[WORK REQUIRED] Look through the entries for the string "町道西武線", and copy each line that holds it.
─── INFORMATION PROVIDED
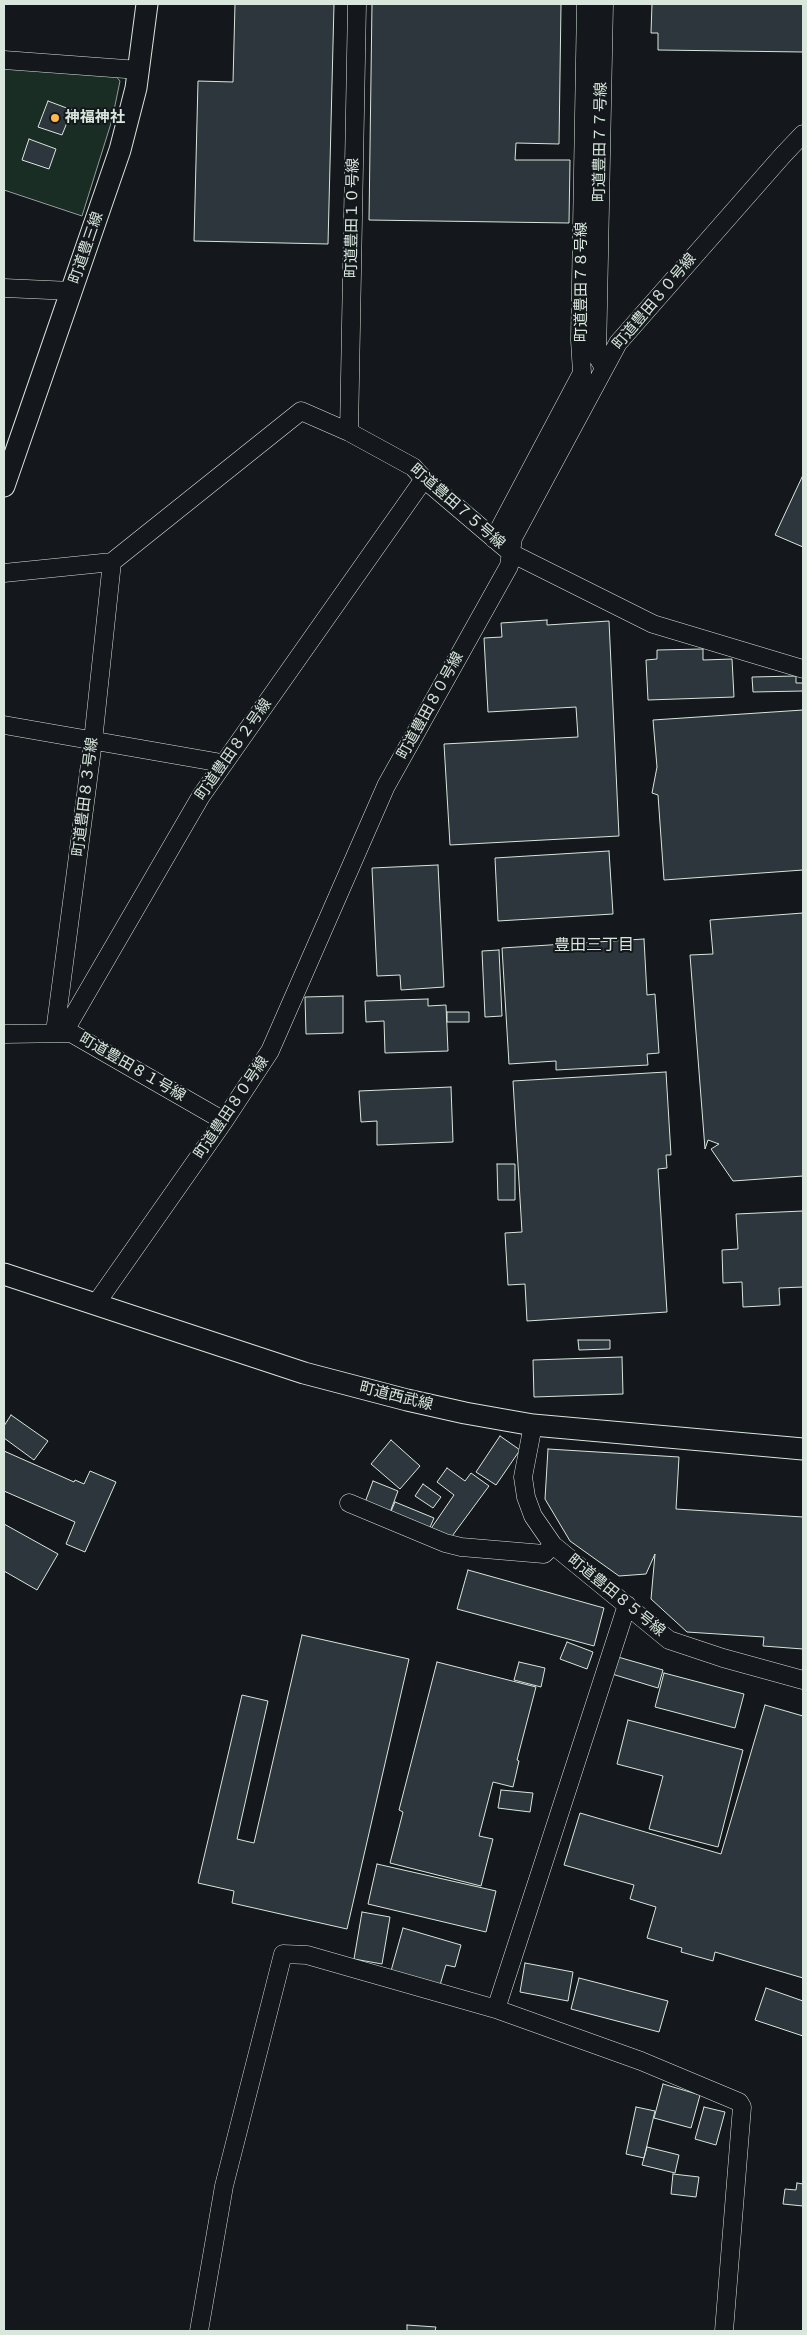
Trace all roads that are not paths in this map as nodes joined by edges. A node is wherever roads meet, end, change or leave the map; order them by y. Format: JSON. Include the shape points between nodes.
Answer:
{"nodes":[{"id":1,"x":147,"y":4,"type":"edge"},
{"id":2,"x":357,"y":4,"type":"edge"},
{"id":3,"x":586,"y":4,"type":"edge"},
{"id":4,"x":604,"y":4,"type":"edge"},
{"id":5,"x":4,"y":60,"type":"edge"},
{"id":6,"x":139,"y":70,"type":"junction"},
{"id":7,"x":803,"y":134,"type":"edge"},
{"id":8,"x":4,"y":288,"type":"edge"},
{"id":9,"x":72,"y":291,"type":"junction"},
{"id":10,"x":604,"y":368,"type":"junction"},
{"id":11,"x":349,"y":432,"type":"junction"},
{"id":12,"x":424,"y":480,"type":"junction"},
{"id":13,"x":4,"y":486,"type":"edge"},
{"id":14,"x":494,"y":539,"type":"junction"},
{"id":15,"x":511,"y":553,"type":"junction"},
{"id":16,"x":112,"y":562,"type":"junction"},
{"id":17,"x":4,"y":573,"type":"edge"},
{"id":18,"x":803,"y":669,"type":"edge"},
{"id":19,"x":4,"y":725,"type":"edge"},
{"id":20,"x":93,"y":741,"type":"junction"},
{"id":21,"x":222,"y":766,"type":"junction"},
{"id":22,"x":60,"y":1032,"type":"junction"},
{"id":23,"x":4,"y":1034,"type":"edge"},
{"id":24,"x":224,"y":1121,"type":"junction"},
{"id":25,"x":4,"y":1274,"type":"edge"},
{"id":26,"x":95,"y":1305,"type":"junction"},
{"id":27,"x":532,"y":1425,"type":"junction"},
{"id":28,"x":803,"y":1449,"type":"edge"},
{"id":29,"x":349,"y":1503,"type":"dead end"},
{"id":30,"x":553,"y":1545,"type":"junction"},
{"id":31,"x":627,"y":1605,"type":"junction"},
{"id":32,"x":803,"y":1680,"type":"edge"},
{"id":33,"x":496,"y":2010,"type":"junction"},
{"id":34,"x":199,"y":2331,"type":"edge"},
{"id":35,"x":724,"y":2331,"type":"edge"}],
"edges":[{"from":1,"to":6,"type":"street","name":"町道豊三線"},
{"from":2,"to":11,"type":"street","name":"町道豊田１０号線"},
{"from":3,"to":14,"type":"street","name":"町道豊田７８号線","via":[[582,372]]},
{"from":4,"to":10,"type":"street","name":"町道豊田７７号線","via":[[597,356]]},
{"from":5,"to":6,"type":"street"},
{"from":6,"to":9,"type":"street","name":"町道豊三線","via":[[120,150]]},
{"from":7,"to":10,"type":"street","name":"町道豊田８０号線","via":[[618,343]]},
{"from":8,"to":9,"type":"street"},
{"from":9,"to":13,"type":"street","name":"町道豊三線"},
{"from":10,"to":15,"type":"street","name":"町道豊田８０号線","via":[[513,538]]},
{"from":11,"to":12,"type":"street","name":"町道豊田７５号線","via":[[413,467]]},
{"from":11,"to":16,"type":"street","name":"町道豊田７５号線","via":[[301,411]]},
{"from":12,"to":14,"type":"street","name":"町道豊田７５号線"},
{"from":12,"to":21,"type":"street","name":"町道豊田８２号線"},
{"from":14,"to":15,"type":"street","name":"町道豊田７５号線"},
{"from":15,"to":18,"type":"street","name":"町道豊田７５号線","via":[[653,624]]},
{"from":15,"to":24,"type":"street","name":"町道豊田８０号線","via":[[509,566],[386,786],[270,1051]]},
{"from":16,"to":17,"type":"street"},
{"from":16,"to":20,"type":"street","name":"町道豊田８３号線"},
{"from":19,"to":20,"type":"street"},
{"from":20,"to":21,"type":"street","via":[[216,762]]},
{"from":20,"to":22,"type":"street","name":"町道豊田８３号線"},
{"from":21,"to":22,"type":"street","name":"町道豊田８２号線"},
{"from":22,"to":23,"type":"street","name":"町道豊田８１号線"},
{"from":22,"to":24,"type":"street","name":"町道豊田８１号線","via":[[71,1033]]},
{"from":24,"to":26,"type":"street","name":"町道豊田８０号線"},
{"from":25,"to":26,"type":"street","name":"町道西武線"},
{"from":26,"to":27,"type":"street","name":"町道西武線","via":[[304,1372],[407,1400]]},
{"from":27,"to":28,"type":"street","name":"町道西武線"},
{"from":27,"to":30,"type":"street","name":"町道豊田８５号線","via":[[523,1477],[526,1497],[532,1516]]},
{"from":29,"to":30,"type":"street","via":[[461,1547],[544,1554]]},
{"from":30,"to":31,"type":"street","name":"町道豊田８５号線"},
{"from":31,"to":32,"type":"street","name":"町道豊田８５号線","via":[[669,1640]]},
{"from":31,"to":33,"type":"street"},
{"from":33,"to":34,"type":"street","via":[[307,1955],[283,1954],[224,2186]]},
{"from":33,"to":35,"type":"street","via":[[640,2061],[739,2102],[742,2107]]}]}
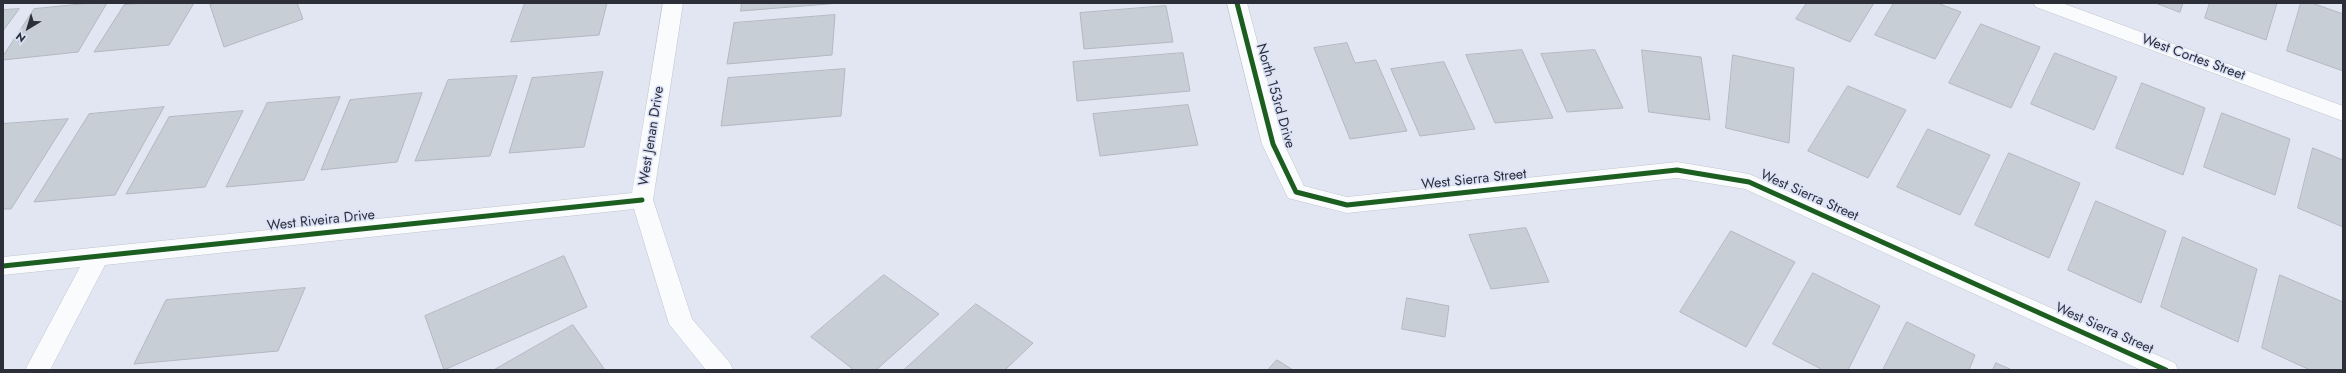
──────
[WRITTEN ANSWER]
{"from":25,"to":26,"type":"street","name":"町道西武線"},
{"from":26,"to":27,"type":"street","name":"町道西武線","via":[[304,1372],[407,1400]]},
{"from":27,"to":28,"type":"street","name":"町道西武線"},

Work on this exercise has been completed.